The Raleigh, N.C., native found his place in the West Virginia rotation immediately during his first season on campus. A sharpshooting guard wasted no time showing that he could provide the perimeter shooting ability that the Mountaineers had been in need of in previous seasons.
But he knew that if he wanted to become a bigger contributor as a sophomore, Henderson would have to emerge as a better all-around player. And so far during the 2013-14 season, he's been able to do just that – making an impact inside as well as from the perimeter.
He's still taking plenty of shots from 3-point range, but 36 percent of his shots from the field (35 of his 97 field goal attempts) have come in the paint – a noticeable jump from his freshman season in which he attempted 40 shots at the rim all season.
"That's just one of the things I wanted to put in my game, and I worked on it over the summer and have been staying after practice some days and just working on my close-range jump hooks and stuff like that," Henderson said. "I've never played with my back to the basket. I was always a jump shooter.
"You've got to be able to add to your game each year. That's what the great players do, and that's what I'm trying to do."
When stressing the point of how important adding that dimension to his game was, head coach Bob Huggins made sure to use some of greatest scorers and the way they evolved their games by complementing what they could do on the perimeter with an inside game to show Henderson how important it was to not just be a perimeter shooter.

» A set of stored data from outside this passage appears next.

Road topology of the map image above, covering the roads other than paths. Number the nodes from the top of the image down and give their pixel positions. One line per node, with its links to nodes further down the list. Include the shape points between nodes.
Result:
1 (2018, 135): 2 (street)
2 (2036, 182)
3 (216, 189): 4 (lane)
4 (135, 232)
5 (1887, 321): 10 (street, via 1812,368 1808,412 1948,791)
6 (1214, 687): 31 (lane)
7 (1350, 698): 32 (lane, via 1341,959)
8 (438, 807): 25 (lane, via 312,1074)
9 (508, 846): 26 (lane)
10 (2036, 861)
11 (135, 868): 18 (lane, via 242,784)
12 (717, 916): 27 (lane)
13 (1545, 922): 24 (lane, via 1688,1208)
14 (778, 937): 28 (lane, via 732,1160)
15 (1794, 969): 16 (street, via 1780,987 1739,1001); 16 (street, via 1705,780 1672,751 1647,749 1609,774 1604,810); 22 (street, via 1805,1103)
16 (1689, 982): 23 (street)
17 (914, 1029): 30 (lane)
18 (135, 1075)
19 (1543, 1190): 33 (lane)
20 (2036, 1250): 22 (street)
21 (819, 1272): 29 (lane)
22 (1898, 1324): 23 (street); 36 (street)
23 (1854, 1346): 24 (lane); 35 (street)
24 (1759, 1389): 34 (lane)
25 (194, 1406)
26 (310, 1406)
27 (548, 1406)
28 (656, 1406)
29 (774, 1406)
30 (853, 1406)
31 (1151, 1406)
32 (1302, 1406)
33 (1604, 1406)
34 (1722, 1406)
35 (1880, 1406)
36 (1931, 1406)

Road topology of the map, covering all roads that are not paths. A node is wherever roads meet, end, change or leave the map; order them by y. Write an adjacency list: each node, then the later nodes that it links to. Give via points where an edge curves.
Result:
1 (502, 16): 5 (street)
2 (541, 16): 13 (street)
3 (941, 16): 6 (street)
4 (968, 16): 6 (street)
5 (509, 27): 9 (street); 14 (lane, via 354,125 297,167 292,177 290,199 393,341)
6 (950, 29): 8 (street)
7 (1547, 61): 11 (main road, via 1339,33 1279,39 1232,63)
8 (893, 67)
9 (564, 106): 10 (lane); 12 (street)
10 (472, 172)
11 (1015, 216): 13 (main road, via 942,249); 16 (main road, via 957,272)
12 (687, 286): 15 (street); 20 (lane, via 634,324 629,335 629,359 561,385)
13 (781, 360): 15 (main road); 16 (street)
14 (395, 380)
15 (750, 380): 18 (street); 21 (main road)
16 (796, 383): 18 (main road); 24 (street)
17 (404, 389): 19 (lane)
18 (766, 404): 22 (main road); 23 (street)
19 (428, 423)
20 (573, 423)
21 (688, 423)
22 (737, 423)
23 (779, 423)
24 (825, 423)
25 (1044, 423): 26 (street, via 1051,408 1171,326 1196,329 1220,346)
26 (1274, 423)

"He's starting to see the importance of it," Huggins said. "You look at arguably the two best scoring guards of the last 30 years so … As Michael (Jordan) got older, he started putting his back to the basket and scored in the post. As Kobe (Bryant)'s gotten older, he's putting them on his back and scoring in the post. You try to make guys aware of it. It's an awfully valuable option for you – and I think that's one of the things that made (Da'Sean Butler) so good was that he could score in so many different ways."
In WVU's win against William & Mary, Henderson led the Mountaineers with a season-high 19 points (just four points shy of his career-high of 23 from last season's loss to Michigan). He did so with a variety of shots from the outside and in the paint with a couple of second-chance buckets and easy layups. Henderson grabbed four rebounds in the game after failing to register a board in the Mountaineers' previous game against Purdue.
He said that heading into the William & Mary game – and now as West Virginia prepares to begin Big 12 Conference play this weekend with a road trip to face TCU and Texas Tech – he began emphasizing rebounding more and took it hard when he didn't get one against the Boilermakers.
"It killed me all (Christmas) break. My dad was on me, Huggs was on me," Henderson said. "You can't go a game without getting at least one rebound. I knew that was bad, and it won't happen again.
"For me, I've got to start crashing the glass more. I feel like I've got to keep it up … You've got to go get them. Sometimes the ball is going to bounce another way, but you've still got to box out and try to go get it."
Henderson is beginning to realize that things get much easier for him when he adds that inside presence to his game. It makes the days when he's not shooting as well get a little easier.
"There's so much psychology involved. In the games where Terry has shot it well, he's gotten some layups and some transition baskets, some follow-backs," Huggins said. "But in that Purdue game he didn't get a rebound. That's not good for his game, and it's certainly not good for us. I just think that, if you take seven jump shots and make one, you're going to say, ‘I'm having an awful day here.' But you could get a couple layups and all of a sudden you're 3-for-7.
"That was a point of emphasis for him to help us rebound. He's very capable of doing that and very athletic."